# Distinguish author-specific patterns in music

* Find this notebook at `EpyNN/nnlive/author_music/train.ipynb`.
* Regular python code at `EpyNN/nnlive/author_music/train.py`.

In this notebook we will review:

* Handling univariate time series that represents a **huge amount of data points**.
* Take advantage of recurrent architectures (RNN, GRU) over Feed-Forward architectures.
* Introduce recall and precision along with accuracy when dealing with unbalanced datasets.

## Environment and data

Follow [this link](prepare_dataset.ipynb) for details about data preparation.

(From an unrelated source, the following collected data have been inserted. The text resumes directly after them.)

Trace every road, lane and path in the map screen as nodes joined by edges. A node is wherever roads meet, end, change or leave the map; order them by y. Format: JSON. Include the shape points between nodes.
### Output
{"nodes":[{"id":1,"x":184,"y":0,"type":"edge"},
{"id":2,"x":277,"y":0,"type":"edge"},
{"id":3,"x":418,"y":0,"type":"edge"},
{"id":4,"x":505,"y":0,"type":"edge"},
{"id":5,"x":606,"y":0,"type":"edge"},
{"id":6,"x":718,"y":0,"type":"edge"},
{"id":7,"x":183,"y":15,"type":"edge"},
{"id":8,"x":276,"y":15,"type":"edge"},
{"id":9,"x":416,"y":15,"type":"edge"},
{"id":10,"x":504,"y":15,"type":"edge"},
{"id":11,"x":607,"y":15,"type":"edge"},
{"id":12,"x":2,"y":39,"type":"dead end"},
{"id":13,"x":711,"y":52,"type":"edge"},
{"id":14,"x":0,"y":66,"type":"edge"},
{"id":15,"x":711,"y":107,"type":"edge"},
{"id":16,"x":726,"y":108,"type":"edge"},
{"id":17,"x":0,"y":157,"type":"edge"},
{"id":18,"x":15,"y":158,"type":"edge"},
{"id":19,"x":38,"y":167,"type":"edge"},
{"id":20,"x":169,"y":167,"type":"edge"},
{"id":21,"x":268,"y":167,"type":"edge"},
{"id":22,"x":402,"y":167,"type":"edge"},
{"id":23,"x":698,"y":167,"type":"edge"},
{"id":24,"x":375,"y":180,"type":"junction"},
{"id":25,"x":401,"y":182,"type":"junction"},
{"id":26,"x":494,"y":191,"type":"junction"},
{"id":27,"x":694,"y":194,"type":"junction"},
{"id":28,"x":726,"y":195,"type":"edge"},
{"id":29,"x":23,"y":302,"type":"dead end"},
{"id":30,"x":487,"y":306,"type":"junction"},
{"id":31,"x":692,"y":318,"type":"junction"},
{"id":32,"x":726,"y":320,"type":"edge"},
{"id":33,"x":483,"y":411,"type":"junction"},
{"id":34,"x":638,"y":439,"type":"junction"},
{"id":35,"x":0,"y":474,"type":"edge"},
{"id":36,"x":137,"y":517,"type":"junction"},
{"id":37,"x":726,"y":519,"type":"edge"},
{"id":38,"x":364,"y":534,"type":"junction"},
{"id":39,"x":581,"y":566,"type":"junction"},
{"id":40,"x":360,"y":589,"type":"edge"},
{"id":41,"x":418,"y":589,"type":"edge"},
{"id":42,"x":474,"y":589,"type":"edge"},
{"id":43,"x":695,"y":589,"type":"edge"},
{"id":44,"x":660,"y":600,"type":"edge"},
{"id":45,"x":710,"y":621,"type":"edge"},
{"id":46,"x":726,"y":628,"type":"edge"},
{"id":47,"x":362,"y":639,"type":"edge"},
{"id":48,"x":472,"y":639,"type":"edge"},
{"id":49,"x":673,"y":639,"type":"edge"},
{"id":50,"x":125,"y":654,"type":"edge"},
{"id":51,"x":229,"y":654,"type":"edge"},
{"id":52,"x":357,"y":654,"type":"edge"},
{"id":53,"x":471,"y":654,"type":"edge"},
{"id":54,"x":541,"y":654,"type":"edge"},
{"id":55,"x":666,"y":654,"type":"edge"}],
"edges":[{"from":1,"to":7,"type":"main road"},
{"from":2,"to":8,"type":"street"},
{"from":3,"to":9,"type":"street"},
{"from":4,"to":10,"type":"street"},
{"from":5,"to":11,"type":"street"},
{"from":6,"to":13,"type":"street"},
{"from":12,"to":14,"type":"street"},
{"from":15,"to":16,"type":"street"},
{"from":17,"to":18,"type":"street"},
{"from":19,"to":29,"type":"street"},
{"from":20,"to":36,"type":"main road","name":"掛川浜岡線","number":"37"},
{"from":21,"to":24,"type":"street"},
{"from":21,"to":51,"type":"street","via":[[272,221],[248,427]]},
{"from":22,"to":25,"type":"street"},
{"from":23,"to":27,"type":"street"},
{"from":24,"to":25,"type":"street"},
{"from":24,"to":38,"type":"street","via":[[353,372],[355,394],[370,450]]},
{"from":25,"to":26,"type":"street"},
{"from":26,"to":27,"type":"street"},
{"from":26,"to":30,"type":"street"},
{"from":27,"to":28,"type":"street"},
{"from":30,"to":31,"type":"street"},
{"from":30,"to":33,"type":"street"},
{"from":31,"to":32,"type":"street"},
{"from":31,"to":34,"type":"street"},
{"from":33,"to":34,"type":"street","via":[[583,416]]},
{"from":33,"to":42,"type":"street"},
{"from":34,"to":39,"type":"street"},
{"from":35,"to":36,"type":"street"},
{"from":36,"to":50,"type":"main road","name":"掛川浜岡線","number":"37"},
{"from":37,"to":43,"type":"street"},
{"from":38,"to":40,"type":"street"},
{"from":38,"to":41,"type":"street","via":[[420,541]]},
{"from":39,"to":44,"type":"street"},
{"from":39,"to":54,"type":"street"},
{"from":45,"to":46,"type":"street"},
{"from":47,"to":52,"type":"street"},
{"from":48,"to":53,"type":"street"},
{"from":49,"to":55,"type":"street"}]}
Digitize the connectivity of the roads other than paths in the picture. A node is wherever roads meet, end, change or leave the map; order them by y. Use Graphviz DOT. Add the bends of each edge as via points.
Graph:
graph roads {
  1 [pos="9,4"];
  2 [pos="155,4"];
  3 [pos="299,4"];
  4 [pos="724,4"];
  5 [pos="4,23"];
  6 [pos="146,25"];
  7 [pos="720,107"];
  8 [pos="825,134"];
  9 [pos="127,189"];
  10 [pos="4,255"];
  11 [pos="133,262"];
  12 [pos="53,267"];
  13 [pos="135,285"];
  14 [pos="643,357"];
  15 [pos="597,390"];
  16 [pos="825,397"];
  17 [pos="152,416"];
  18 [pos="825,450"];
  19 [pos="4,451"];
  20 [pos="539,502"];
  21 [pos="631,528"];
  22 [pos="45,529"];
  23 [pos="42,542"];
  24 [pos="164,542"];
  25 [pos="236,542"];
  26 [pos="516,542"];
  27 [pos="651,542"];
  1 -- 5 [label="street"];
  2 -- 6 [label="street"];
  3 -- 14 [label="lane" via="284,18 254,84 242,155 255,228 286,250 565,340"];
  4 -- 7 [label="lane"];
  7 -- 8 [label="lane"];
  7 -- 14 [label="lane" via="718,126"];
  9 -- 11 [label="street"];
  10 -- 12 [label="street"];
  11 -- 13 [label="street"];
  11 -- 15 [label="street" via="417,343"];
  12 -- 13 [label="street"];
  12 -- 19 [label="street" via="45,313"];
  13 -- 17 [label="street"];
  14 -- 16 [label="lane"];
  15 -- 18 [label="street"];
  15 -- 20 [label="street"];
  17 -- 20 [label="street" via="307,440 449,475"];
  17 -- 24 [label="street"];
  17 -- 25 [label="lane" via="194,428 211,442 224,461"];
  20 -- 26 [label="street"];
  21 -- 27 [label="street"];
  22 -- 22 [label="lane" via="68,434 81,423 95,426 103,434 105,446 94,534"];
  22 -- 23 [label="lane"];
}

Briefly, raw data are acoustic guittare music from the *True* author and the *False* author. These are raw ``.wav`` files that were resampled, clipped and digitalized using a 4-bits encoder.

Commonly, music ``.wav`` files have a sampling rate of 44100 Hz. This means that each second of music represents a numerical time series of length 44100.

In [1]:
# EpyNN/nnlive/author_music/train.ipynb
# Standard library imports
import random

# Related third party imports
import numpy as np

# Local application/library specific imports
import nnlibs.initialize
from nnlibs.commons.maths import relu, softmax
from nnlibs.commons.library import (
    configure_directory,
    read_model,
)
from nnlibs.network.models import EpyNN
from nnlibs.embedding.models import Embedding
from nnlibs.rnn.models import RNN
# from nnlibs.lstm.models import LSTM
from nnlibs.gru.models import GRU
from nnlibs.flatten.models import Flatten
from nnlibs.dropout.models import Dropout
from nnlibs.dense.models import Dense
from prepare_dataset import prepare_dataset
from settings import se_hPars


########################## CONFIGURE ##########################
random.seed(1)

np.set_printoptions(threshold=10)

np.seterr(all='warn')
np.seterr(under='ignore')


############################ DATASET ##########################
X_features, Y_label = prepare_dataset(N_SAMPLES=1280)

Let's inspect.

In [2]:
print(len(X_features))
print(X_features[0].shape)
print(X_features[0])
print(np.min(X_features[0]), np.max(X_features[0]))

1280
(10000,)
[15 10 10 ... 13 13 13]
0 15


We clipped the original ``.wav`` files in 1 second clips and thus we could retrieve ``1280`` samples. We did that because we do not have an infinite number of data. Since we want more training examples, we need to split the data.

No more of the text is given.